Evaluation of production temperature (left) and heat extraction rate (right) for intermittent (Case 2-A) and continuous (Case 2-B) operations.
The trend of heat extraction rate is similar to temperature. In the 40th day, the daily average heat extraction rate of intermittent operation and continuous operation is 1300 kW and 926 kW, respectively. Then, it remains constant with a range of decrease less than 10 kW. Refer to standard EN1264, if we calculate the building heating standard to 38 W/m2 (Olesen et al., 2003) and all the heat extracted by geothermal system is used for building heating, a CLGS under such geological condition we used can heat about 34,210 m2 and 24,370 m2 of buildings when the geothermal is running intermittently and continuously, respectively. We can notice that intermittent operation can provide 10,000 m2 more heating than continuous operation. But this value of heating area is just the first year of geothermal system running. For a long-term running condition, we discuss in “Evaluation of long-term intermittent operation” section.
According to the result analyzed, it indicates that the temperature of surrounding formation recoveries quickly enough to maintain stable operation of the system. Figure 6 shows the formation temperature distribution before and after geothermal system shutdown in Case 2-C and the temperature evolution of geothermal well bottom after the heating period, respectively. The simulation result shows that the radius of cooling region before geothermal system shutdown is 12 m and it increases to 22 m. Besides, the isoline of the formation temperature field becomes smooth and the temperature around the well rose obviously.
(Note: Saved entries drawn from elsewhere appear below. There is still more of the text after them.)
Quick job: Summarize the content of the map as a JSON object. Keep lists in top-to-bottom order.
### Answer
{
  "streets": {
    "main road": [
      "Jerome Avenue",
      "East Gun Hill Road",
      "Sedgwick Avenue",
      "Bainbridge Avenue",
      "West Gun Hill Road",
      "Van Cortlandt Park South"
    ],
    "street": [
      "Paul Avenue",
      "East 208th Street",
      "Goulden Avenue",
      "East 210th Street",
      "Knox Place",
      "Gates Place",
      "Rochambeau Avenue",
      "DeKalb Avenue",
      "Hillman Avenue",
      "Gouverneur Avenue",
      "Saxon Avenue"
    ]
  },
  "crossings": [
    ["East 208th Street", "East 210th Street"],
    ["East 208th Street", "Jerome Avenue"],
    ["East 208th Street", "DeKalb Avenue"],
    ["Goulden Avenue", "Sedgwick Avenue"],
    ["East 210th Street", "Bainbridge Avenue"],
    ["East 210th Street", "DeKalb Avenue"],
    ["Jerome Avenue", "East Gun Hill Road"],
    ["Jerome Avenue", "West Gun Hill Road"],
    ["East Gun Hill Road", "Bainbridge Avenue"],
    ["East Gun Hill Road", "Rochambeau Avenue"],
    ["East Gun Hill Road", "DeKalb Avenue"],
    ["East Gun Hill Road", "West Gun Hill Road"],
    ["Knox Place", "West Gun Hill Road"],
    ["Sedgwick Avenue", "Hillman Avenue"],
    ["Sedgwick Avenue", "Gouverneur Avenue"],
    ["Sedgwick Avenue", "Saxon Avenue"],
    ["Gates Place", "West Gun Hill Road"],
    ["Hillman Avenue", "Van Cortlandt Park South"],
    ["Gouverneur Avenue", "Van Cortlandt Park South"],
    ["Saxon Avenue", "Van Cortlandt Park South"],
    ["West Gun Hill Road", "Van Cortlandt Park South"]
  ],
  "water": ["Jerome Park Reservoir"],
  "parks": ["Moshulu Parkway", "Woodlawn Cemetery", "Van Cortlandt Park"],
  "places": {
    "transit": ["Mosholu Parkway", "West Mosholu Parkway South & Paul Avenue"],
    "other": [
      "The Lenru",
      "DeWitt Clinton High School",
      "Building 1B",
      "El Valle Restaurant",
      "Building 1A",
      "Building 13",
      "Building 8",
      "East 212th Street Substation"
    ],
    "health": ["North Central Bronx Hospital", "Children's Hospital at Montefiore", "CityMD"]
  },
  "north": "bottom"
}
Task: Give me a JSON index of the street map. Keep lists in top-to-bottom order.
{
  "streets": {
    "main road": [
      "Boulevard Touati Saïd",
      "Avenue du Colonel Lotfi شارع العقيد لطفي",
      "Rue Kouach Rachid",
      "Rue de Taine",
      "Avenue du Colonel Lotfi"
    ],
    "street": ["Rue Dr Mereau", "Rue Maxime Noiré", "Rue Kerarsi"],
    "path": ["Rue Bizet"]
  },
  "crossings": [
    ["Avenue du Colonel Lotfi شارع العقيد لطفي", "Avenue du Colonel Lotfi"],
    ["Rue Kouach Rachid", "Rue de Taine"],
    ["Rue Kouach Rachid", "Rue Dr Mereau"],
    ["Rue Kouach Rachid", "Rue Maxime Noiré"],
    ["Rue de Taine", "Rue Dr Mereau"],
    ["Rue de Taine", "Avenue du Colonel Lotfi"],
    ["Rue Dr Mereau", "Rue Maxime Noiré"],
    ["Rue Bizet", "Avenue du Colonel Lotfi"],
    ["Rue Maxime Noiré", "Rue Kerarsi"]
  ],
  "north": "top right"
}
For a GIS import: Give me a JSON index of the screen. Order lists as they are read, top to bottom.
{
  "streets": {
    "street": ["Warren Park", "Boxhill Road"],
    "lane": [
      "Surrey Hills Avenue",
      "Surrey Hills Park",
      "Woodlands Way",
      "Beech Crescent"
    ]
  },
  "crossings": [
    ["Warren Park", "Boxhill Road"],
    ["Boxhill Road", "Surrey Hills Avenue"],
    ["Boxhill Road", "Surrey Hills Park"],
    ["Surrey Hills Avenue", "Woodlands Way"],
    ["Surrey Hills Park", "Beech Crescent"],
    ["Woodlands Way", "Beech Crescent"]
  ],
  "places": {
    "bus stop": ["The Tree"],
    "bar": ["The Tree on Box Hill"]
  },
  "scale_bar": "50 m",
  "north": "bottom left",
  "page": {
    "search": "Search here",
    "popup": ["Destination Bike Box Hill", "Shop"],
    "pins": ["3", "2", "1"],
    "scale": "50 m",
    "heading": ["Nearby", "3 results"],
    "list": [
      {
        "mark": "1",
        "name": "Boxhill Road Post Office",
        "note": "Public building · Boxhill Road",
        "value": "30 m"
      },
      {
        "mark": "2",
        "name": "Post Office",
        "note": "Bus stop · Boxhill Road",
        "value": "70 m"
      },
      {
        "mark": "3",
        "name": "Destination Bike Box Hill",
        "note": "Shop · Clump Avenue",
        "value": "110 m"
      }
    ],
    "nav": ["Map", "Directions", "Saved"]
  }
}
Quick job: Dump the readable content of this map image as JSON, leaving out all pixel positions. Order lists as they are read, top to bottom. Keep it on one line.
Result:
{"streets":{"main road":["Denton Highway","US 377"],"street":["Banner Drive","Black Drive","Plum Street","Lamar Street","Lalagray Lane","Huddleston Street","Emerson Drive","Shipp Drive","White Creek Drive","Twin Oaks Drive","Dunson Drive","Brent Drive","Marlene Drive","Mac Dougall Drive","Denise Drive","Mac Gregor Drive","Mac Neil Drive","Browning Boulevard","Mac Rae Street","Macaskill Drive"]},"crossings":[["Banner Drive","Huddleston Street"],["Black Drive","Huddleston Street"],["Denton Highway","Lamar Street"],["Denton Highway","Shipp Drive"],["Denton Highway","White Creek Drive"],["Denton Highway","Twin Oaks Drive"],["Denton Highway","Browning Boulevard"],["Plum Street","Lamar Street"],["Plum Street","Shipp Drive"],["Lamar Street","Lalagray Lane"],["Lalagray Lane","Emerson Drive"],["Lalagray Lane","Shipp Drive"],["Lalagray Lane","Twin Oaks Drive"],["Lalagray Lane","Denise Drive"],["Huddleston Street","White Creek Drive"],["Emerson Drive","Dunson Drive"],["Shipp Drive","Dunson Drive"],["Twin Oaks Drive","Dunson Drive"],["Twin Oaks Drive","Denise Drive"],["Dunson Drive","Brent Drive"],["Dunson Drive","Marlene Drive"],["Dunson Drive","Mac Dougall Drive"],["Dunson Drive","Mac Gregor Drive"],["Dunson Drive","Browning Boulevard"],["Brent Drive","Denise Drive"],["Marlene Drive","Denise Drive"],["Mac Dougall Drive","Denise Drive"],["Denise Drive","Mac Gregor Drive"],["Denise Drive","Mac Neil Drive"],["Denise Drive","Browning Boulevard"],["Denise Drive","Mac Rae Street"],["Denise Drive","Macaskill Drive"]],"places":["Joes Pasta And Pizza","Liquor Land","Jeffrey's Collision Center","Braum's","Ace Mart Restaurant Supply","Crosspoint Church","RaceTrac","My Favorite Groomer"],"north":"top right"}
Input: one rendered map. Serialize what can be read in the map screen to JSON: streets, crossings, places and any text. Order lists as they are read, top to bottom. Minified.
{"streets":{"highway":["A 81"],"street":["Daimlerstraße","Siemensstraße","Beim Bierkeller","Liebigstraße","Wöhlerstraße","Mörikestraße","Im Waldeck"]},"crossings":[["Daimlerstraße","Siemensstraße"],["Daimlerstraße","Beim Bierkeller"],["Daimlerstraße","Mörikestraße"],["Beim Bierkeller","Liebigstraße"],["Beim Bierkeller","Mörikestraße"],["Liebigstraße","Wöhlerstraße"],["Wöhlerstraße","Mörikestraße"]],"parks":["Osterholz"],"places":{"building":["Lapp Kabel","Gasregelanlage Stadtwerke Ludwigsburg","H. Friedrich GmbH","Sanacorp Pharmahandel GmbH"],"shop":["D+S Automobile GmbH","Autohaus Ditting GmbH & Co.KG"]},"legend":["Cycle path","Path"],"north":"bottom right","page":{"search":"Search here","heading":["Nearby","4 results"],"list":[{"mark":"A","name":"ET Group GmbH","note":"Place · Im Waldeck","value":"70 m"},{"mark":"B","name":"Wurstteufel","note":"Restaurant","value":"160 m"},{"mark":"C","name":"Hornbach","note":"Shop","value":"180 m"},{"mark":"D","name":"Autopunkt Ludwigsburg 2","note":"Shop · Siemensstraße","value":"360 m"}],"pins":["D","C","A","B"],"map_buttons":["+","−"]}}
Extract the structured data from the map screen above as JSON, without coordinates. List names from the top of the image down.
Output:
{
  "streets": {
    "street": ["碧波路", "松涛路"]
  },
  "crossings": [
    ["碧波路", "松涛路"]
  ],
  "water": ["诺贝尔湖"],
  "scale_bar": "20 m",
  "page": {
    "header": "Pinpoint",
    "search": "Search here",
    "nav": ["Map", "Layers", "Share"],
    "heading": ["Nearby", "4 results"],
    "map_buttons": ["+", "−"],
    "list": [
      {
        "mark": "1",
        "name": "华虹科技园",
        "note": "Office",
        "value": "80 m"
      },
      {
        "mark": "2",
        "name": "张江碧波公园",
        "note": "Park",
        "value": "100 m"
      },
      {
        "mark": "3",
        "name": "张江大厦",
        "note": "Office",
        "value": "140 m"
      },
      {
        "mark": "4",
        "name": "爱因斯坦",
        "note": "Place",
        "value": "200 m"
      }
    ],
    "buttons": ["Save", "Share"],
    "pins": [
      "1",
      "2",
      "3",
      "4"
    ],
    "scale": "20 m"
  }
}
Temperature distributions before and after geothermal system shutdown in Case 2-C and the evaluation of formation temperature at the well bottom during 245 days’ shutdown period. (a) Is the formation temperature distribution before geothermal system shutdown. (b) Is the formation temperature distribution after 245 days' shutdown of geothermal system. (c) Is the evalution of formation temperature at the well bottom.
The evaluation of formation temperature at the well bottom indicates that the temperature recovering rate decreases with time rapidly until about 15 days after geothermal system is shutdown. When the temperature recovers for 15 days, the temperature is 70.82°C in Case 2-C. Comparing with 77.22°C of initial formation temperature, the temperature recovering ratio is 91.7%. In addition, it will increase to 98.6% at the end of temperature recovering period.
The reason for this phenomenon is the large temperature gradient near the geothermal well when the geothermal system is just shutdown and it will lead to a very large heat flux from far-well region to near-well region. Therefore, the temperature recovery is fast at the beginning. The temperature gradient decreases gradually and the heat flux also decreases by the recovery.
Evaluation of long-term intermittent operation
Figure 7 shows the simulation results of the production temperature and the heat extraction rate in Case 3-A (intermittent) and Case 3-B (continuous). The results indicate that in intermittent operation conditions, production temperature and heat extraction rate are higher than that in continuous operation conditions. Under the condition of intermittent operation of geothermal system, the evaluation of production temperature and heat extraction rate at each year is the same, and the average temperature and the average heat extraction rate are decreasing slightly in the first four years. Numerically, average production temperature of intermittent operation (53.62°C) is 10°C larger than that of continuous operation (43.64°C) when the temperature stabilizes (after system running for four years). Heat extraction rate shows the similar result. The average value of intermittent operation is about 200 kW larger than continuous operation. The heat extraction rate decreased slightly during the operation. The average value decreases from 570 kW to 508 kW. The heat extraction rate is almost constant during the 20 years of intermittent operation. This indicates the formation temperature near the well can recover to the initial value after 245 days. Therefore, we have enough confidence to be sure that the shutdown period of geothermal system between two operation periods can satisfy the temperature recovery of the formation. This will essentially maintain a long-term stable heating from the CLGS.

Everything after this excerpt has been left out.